Saved data entries
---------------

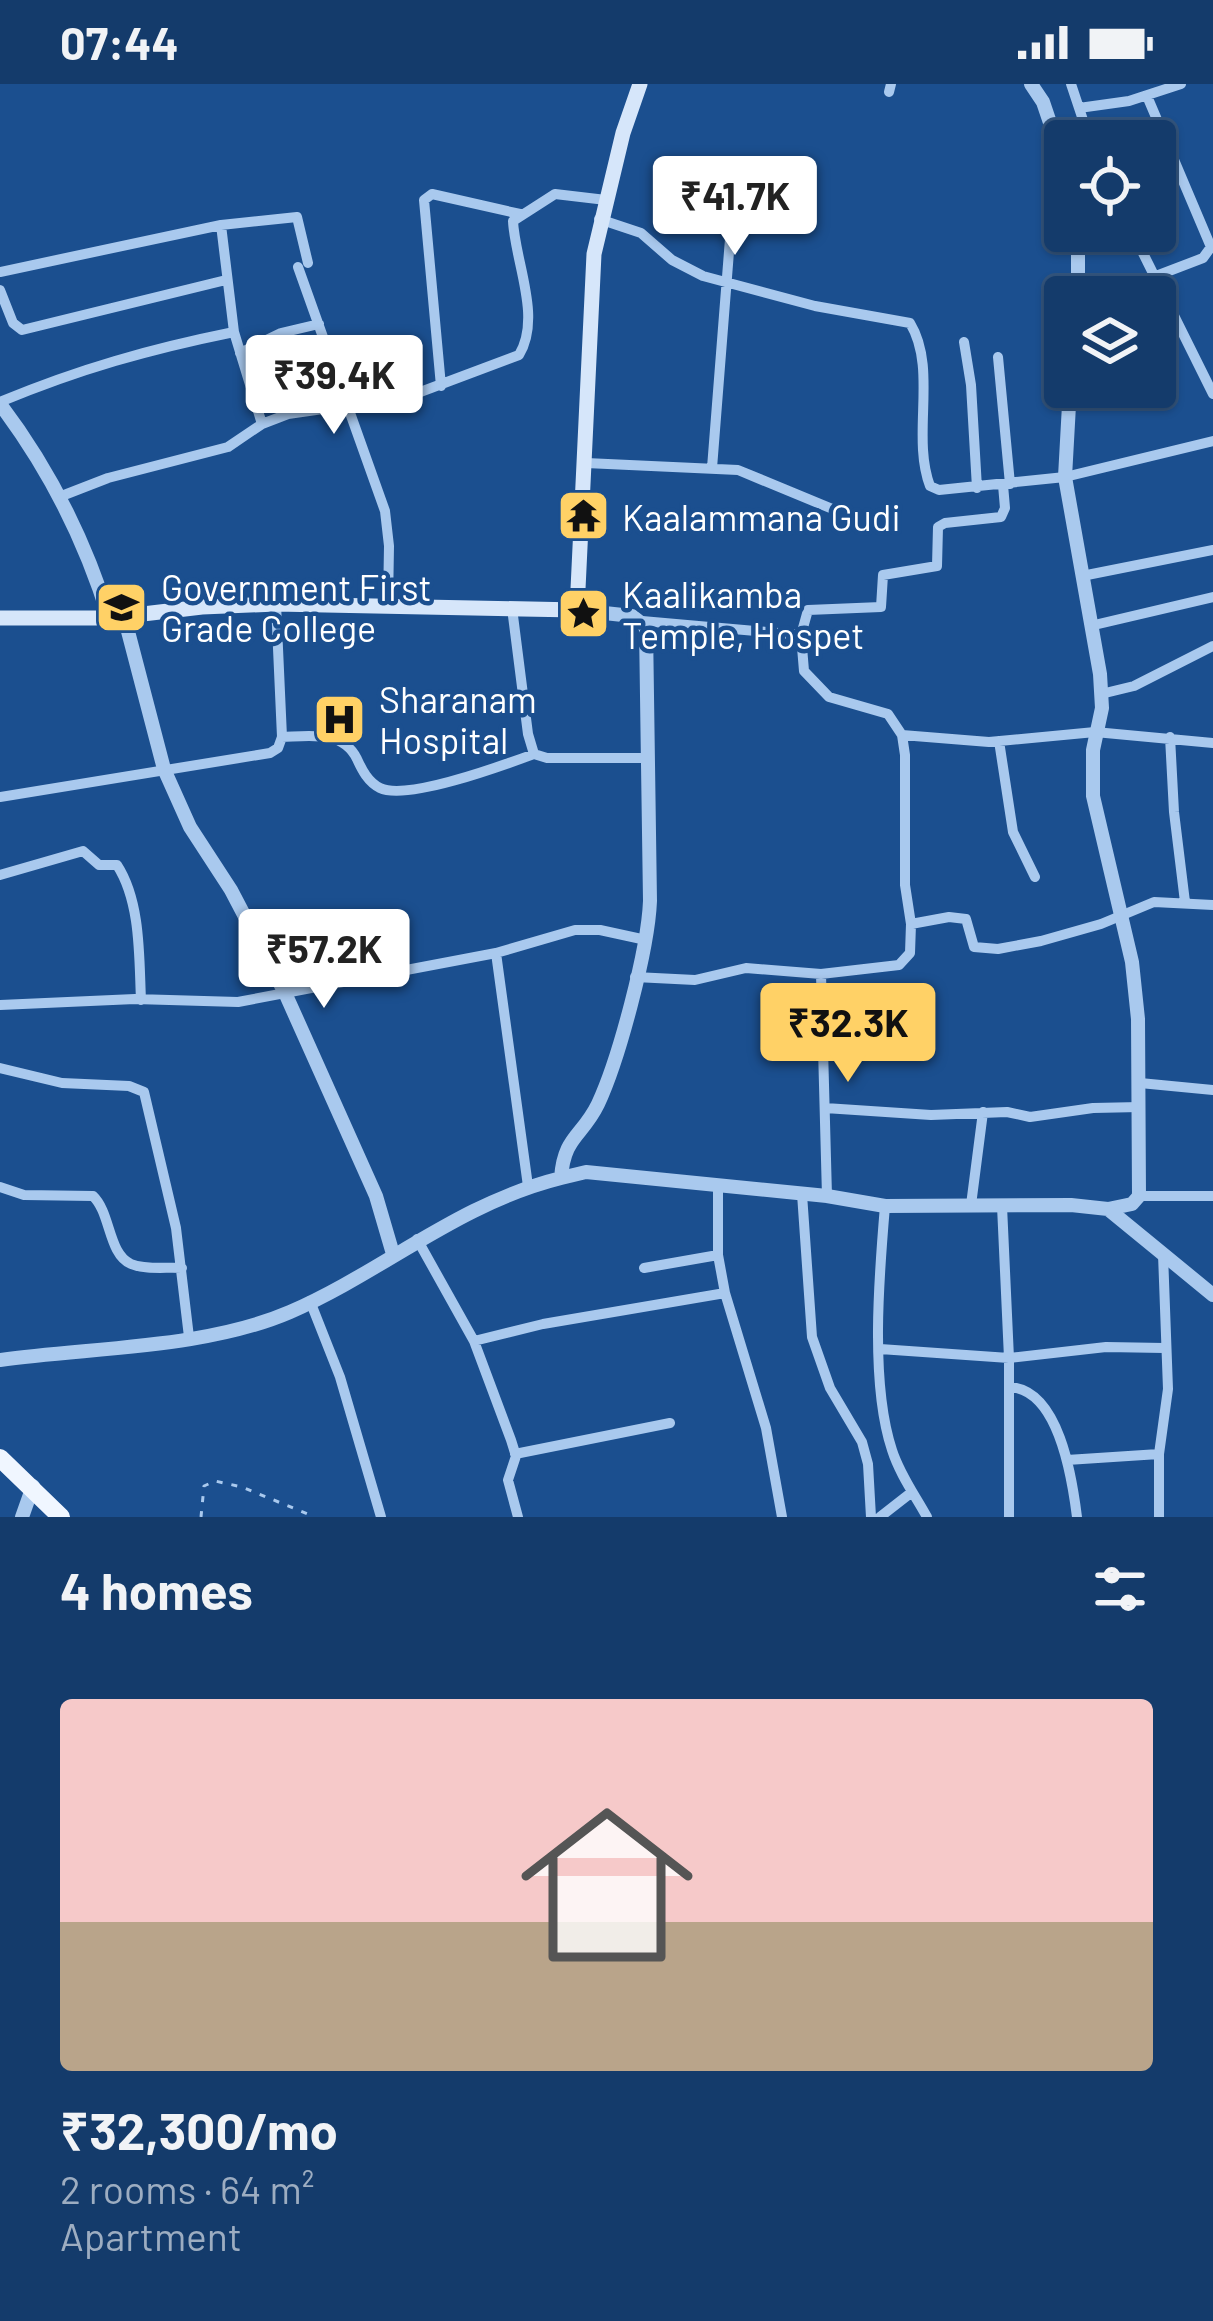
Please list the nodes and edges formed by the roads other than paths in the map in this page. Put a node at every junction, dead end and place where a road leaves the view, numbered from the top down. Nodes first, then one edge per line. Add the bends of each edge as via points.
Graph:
1 (640, 84) edge
2 (1031, 84) edge
3 (1071, 84) edge
4 (1128, 84) edge
5 (1181, 84) edge
6 (1148, 96) junction
7 (1129, 101) junction
8 (1079, 108) junction
9 (1049, 120) edge
10 (1083, 120) edge
11 (734, 188) dead end
12 (606, 200) junction
13 (520, 214) junction
14 (599, 219) junction
15 (221, 226) junction
16 (1143, 252) edge
17 (0, 272) edge
18 (1156, 276) joint
19 (726, 279) junction
20 (226, 280) junction
21 (0, 290) edge
22 (1176, 317) edge
23 (320, 324) junction
24 (235, 332) junction
25 (964, 343) dead end
26 (240, 353) junction
27 (998, 357) dead end
28 (441, 386) junction
29 (1213, 394) edge
30 (0, 403) edge
31 (347, 405) junction
32 (1069, 408) edge
33 (262, 424) junction
34 (1213, 441) edge
35 (586, 463) junction
36 (712, 468) junction
37 (1065, 477) junction
38 (1006, 485) junction
39 (976, 488) junction
40 (59, 497) junction
41 (835, 510) dead end
42 (1213, 550) edge
43 (1082, 577) junction
44 (1213, 596) edge
45 (276, 604) junction
46 (388, 604) junction
47 (512, 608) junction
48 (578, 610) junction
49 (117, 617) junction
50 (0, 618) edge
51 (642, 621) junction
52 (1090, 626) junction
53 (800, 634) junction
54 (1213, 646) edge
55 (1101, 694) junction
56 (1095, 732) junction
57 (902, 735) junction
58 (282, 737) junction
59 (1170, 737) junction
60 (999, 741) junction
61 (1213, 743) edge
62 (534, 754) junction
63 (647, 758) junction
64 (164, 769) junction
65 (0, 797) edge
66 (0, 875) edge
67 (1035, 877) dead end
68 (1185, 902) junction
69 (1213, 905) edge
70 (1120, 917) junction
71 (911, 924) junction
72 (646, 940) junction
73 (496, 953) junction
74 (821, 974) junction
75 (635, 977) junction
76 (286, 995) junction
77 (141, 1000) junction
78 (0, 1005) edge
79 (0, 1068) edge
80 (1140, 1083) junction
81 (1213, 1090) edge
82 (1140, 1107) junction
83 (826, 1108) junction
84 (983, 1112) junction
85 (561, 1178) junction
86 (718, 1184) junction
87 (0, 1186) edge
88 (528, 1186) junction
89 (802, 1194) junction
90 (827, 1196) junction
91 (1139, 1196) junction
92 (1213, 1196) edge
93 (971, 1205) junction
94 (885, 1206) junction
95 (1002, 1206) junction
96 (1108, 1209) junction
97 (417, 1239) junction
98 (393, 1254) junction
99 (1163, 1254) junction
100 (718, 1255) junction
101 (182, 1268) junction
102 (644, 1268) dead end
103 (725, 1293) junction
104 (1213, 1295) edge
105 (310, 1301) junction
106 (189, 1337) junction
107 (473, 1341) junction
108 (880, 1348) junction
109 (1164, 1348) junction
110 (1009, 1358) junction
111 (0, 1360) edge
112 (1009, 1387) junction
113 (670, 1423) dead end
114 (515, 1454) junction
115 (1159, 1454) junction
116 (0, 1458) edge
117 (1066, 1460) junction
118 (33, 1486) junction
119 (912, 1492) junction
120 (22, 1517) edge
121 (62, 1517) edge
122 (381, 1517) edge
123 (518, 1517) edge
124 (782, 1517) edge
125 (875, 1517) edge
126 (928, 1517) edge
127 (1009, 1517) edge
128 (1077, 1517) edge
129 (1159, 1517) edge

1 - 12 main road
2 - 9 street
3 - 8 street
4 - 7 street
5 - 6 street
6 - 7 street
6 - 18 street via 1210,248
7 - 8 street
8 - 10 street
11 - 19 street
12 - 13 street via 555,194
12 - 14 main road
13 - 28 street via 512,225 525,291 524,350
13 - 28 street via 432,194 424,200
14 - 19 street via 641,233 684,268
14 - 35 main road
15 - 17 street
15 - 20 street
15 - 23 street via 297,217
16 - 18 street
19 - 36 street
19 - 39 street via 910,323 927,479 939,490
20 - 21 street via 22,331
20 - 24 street
22 - 29 street
23 - 26 street
23 - 31 street
24 - 26 street
24 - 30 street via 81,368
25 - 39 street
26 - 33 street
27 - 38 street
28 - 31 street
30 - 40 street
31 - 33 street
31 - 46 street via 385,511
32 - 37 street
33 - 40 street via 228,448
34 - 37 street
35 - 36 street
35 - 48 main road
36 - 41 street via 738,470
37 - 38 street
37 - 43 street
38 - 39 street
38 - 53 street via 1000,517 938,527 937,566 883,575 880,607 808,610
40 - 49 street
42 - 43 street
43 - 52 street
44 - 52 street
45 - 46 main road
45 - 49 main road
45 - 58 street
46 - 47 main road
47 - 48 main road
47 - 62 street
48 - 51 street
49 - 50 main road
49 - 64 street
51 - 53 street
51 - 63 street via 649,637
52 - 55 street
53 - 57 street via 804,671 826,695 888,714
54 - 55 street
55 - 56 street
56 - 59 street
56 - 60 street
56 - 70 street via 1093,796
57 - 60 street
57 - 71 street
58 - 62 street via 337,739 387,790
58 - 64 street via 270,753
59 - 61 street
59 - 68 street
60 - 67 street via 1013,832
62 - 63 street
63 - 72 street
64 - 65 street
64 - 76 street
66 - 77 street via 83,850 99,865 118,865 139,941
68 - 69 street
68 - 70 street via 1154,902
70 - 71 street via 984,950 974,947 966,919
70 - 80 street via 1132,962
71 - 74 street via 910,953 899,965
72 - 73 street via 575,930
72 - 75 street
73 - 76 street
73 - 88 street
74 - 75 street via 746,968 695,980
74 - 83 street
75 - 85 street via 604,1088 569,1140
76 - 77 street
76 - 98 street via 376,1196
77 - 78 street
79 - 101 street via 144,1092
80 - 81 street
80 - 82 street
82 - 84 street via 1030,1117
82 - 91 street
83 - 84 street
83 - 90 street
84 - 93 street
85 - 86 street via 586,1172
85 - 88 street
86 - 89 street
86 - 100 street
87 - 101 street via 24,1195 93,1196 126,1262
88 - 97 street
89 - 90 street
89 - 125 street via 812,1337 862,1442
90 - 94 street
91 - 92 street
91 - 96 street
93 - 94 street
93 - 95 street
94 - 108 street
95 - 96 street
95 - 110 street
96 - 99 street
97 - 98 street
97 - 107 street
98 - 105 street
99 - 104 street
99 - 109 street
100 - 102 street
100 - 103 street
101 - 106 street
103 - 107 street
103 - 124 street via 766,1428
105 - 106 street
105 - 122 street
106 - 111 street
107 - 114 street
108 - 110 street
108 - 119 street via 891,1446
109 - 110 street
109 - 115 street
110 - 112 street
112 - 117 street via 1036,1396
112 - 127 street
113 - 114 street
114 - 123 street via 508,1480
115 - 117 street
115 - 129 street
116 - 118 main road
117 - 128 street
118 - 120 street
118 - 121 main road
119 - 125 street
119 - 126 street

---------------

Your goal >>
The answer should be a single number: how many lines of the entries hold "main".

Response >>
11